§ REQUIRED ACTION: Pull out every line below containing the word "change".

────────────────────────────────────────

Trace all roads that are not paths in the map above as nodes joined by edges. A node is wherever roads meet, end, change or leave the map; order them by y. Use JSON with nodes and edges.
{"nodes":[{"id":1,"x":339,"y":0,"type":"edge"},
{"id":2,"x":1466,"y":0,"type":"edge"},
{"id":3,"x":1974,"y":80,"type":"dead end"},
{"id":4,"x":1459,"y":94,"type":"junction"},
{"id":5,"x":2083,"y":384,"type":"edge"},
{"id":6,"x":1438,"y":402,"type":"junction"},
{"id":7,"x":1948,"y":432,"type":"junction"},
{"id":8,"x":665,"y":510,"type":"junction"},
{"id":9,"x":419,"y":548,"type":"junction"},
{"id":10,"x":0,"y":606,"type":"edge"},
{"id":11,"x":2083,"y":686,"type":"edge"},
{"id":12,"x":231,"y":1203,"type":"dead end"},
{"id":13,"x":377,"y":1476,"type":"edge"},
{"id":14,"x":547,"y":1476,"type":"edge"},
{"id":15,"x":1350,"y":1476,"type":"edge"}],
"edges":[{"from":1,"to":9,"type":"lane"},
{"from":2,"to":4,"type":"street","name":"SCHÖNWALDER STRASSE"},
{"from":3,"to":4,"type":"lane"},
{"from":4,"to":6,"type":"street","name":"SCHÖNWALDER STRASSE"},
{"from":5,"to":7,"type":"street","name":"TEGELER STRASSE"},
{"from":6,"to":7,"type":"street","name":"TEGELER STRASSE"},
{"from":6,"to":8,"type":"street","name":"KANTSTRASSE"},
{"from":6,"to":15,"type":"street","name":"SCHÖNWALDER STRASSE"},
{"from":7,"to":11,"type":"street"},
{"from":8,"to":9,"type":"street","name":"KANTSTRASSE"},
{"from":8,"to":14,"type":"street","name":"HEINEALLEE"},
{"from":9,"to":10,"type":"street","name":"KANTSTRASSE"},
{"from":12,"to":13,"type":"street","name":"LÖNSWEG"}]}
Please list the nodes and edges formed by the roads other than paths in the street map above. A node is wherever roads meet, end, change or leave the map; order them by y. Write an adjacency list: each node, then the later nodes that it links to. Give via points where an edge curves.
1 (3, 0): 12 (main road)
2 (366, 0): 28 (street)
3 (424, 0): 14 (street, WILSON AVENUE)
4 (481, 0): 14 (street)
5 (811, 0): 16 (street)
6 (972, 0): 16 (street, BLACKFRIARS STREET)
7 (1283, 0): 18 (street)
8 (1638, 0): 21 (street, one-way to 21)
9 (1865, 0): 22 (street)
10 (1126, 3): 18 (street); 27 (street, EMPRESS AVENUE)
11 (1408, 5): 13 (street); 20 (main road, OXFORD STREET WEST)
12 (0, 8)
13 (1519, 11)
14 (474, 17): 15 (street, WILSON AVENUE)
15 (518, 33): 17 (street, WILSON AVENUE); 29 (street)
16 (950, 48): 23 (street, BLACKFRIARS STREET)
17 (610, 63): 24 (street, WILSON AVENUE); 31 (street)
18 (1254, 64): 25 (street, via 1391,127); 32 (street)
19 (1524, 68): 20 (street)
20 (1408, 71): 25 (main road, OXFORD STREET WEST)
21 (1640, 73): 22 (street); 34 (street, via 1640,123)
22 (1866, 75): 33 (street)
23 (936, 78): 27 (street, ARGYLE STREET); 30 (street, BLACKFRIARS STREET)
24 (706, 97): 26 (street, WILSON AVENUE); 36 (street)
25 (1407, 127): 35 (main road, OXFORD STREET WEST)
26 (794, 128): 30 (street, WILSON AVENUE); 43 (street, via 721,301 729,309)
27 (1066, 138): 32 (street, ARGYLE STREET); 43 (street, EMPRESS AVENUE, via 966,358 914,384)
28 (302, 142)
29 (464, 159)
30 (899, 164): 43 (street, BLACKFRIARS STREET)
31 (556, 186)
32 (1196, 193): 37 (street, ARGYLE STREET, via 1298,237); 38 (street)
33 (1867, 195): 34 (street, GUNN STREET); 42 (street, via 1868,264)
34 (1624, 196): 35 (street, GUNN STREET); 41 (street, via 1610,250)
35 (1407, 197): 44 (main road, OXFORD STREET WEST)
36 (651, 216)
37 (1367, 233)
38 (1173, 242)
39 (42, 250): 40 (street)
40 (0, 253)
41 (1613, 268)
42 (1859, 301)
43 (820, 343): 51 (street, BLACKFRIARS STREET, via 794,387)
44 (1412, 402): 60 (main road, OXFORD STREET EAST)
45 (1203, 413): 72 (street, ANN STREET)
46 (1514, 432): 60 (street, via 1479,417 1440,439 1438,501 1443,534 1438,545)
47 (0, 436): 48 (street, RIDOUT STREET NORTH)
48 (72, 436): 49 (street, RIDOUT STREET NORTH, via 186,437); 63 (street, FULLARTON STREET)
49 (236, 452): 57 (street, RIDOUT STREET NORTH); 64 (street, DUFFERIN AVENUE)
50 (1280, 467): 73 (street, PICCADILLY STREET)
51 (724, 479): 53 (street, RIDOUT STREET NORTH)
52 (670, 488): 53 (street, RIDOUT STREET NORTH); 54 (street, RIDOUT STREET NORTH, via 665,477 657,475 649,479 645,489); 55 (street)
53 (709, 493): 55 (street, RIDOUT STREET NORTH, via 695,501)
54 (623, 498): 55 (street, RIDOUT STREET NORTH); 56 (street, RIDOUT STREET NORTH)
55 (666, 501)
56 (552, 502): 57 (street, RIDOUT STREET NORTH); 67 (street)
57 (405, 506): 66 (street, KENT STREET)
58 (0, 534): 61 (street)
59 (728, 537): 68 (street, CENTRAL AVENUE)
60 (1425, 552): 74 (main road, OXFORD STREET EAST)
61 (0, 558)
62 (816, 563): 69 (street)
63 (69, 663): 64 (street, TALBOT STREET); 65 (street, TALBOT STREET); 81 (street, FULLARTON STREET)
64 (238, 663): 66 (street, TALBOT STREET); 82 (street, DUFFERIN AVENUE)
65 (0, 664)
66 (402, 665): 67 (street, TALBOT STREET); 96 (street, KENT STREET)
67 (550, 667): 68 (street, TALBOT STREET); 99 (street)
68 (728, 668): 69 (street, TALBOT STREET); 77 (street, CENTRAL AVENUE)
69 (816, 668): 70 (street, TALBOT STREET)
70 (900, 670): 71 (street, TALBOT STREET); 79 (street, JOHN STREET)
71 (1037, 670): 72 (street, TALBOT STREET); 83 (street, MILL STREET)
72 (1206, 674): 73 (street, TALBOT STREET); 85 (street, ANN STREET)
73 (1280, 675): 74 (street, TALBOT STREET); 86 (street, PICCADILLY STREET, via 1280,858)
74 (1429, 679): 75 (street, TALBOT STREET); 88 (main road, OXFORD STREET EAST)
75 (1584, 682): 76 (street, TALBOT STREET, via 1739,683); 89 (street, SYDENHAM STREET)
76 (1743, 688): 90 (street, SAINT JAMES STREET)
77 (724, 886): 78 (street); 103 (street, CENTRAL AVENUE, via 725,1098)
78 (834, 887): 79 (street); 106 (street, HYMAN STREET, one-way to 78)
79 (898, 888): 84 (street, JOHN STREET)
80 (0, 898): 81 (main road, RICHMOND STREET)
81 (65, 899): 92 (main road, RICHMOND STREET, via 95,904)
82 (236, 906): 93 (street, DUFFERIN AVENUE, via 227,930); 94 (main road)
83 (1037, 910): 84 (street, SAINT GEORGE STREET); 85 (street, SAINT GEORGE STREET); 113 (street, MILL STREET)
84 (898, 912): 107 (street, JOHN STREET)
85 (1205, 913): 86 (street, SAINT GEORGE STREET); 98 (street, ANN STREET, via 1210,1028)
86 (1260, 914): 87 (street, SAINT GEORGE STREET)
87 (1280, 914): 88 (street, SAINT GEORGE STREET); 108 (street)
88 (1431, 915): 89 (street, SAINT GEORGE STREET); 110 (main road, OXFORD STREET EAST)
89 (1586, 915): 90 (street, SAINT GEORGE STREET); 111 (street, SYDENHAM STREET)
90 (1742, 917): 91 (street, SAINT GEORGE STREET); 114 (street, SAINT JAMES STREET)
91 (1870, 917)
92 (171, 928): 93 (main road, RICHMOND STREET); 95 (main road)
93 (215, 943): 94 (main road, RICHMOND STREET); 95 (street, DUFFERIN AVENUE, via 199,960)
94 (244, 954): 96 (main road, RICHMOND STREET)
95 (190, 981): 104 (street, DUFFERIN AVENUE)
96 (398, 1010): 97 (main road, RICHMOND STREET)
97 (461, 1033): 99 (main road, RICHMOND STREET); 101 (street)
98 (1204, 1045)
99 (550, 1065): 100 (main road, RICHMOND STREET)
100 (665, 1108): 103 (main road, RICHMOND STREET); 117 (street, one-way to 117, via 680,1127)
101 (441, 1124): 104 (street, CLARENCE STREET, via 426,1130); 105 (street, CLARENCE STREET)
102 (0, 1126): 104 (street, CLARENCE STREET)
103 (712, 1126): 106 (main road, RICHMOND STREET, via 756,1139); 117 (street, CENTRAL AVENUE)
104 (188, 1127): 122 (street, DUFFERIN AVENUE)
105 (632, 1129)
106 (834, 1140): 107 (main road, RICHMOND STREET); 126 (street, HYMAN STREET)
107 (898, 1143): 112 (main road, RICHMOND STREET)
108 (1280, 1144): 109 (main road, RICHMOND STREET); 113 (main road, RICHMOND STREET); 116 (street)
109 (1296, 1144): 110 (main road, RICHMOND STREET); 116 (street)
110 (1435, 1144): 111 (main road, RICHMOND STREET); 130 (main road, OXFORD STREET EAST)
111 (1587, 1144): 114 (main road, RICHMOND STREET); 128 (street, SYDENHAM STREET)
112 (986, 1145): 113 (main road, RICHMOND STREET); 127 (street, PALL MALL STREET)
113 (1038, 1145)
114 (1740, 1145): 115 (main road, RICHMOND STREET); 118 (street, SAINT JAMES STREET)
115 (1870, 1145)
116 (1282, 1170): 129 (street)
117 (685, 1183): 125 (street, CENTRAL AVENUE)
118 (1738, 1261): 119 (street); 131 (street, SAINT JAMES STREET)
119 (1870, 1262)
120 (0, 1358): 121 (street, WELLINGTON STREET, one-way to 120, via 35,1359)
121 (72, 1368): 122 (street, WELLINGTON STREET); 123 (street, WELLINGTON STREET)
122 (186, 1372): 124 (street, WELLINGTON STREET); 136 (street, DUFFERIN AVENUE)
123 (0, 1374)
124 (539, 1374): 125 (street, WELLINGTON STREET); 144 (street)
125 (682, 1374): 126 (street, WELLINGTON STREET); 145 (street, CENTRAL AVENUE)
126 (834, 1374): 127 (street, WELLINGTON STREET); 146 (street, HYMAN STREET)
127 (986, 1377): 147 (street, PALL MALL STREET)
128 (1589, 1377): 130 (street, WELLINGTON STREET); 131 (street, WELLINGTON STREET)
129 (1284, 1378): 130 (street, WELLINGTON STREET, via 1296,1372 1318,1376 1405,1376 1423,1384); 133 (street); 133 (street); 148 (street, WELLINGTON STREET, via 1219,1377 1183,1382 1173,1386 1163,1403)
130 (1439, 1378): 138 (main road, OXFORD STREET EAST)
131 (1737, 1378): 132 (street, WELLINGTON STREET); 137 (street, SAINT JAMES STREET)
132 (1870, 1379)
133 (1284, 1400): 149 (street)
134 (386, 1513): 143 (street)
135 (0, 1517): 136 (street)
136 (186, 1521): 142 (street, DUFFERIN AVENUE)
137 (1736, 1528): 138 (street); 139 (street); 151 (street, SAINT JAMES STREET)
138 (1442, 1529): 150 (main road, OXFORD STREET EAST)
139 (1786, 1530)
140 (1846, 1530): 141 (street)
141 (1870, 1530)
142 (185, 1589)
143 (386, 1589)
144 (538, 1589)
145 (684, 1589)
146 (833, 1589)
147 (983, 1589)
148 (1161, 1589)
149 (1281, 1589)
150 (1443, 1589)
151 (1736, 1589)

────────────────────────────────────────

§ ANSWER FOR THE TASK:
Trace all roads that are not paths in the map above as nodes joined by edges. A node is wherever roads meet, end, change or leave the map; order them by y. Use JSON with nodes and edges.
Please list the nodes and edges formed by the roads other than paths in the street map above. A node is wherever roads meet, end, change or leave the map; order them by y. Write an adjacency list: each node, then the later nodes that it links to. Give via points where an edge curves.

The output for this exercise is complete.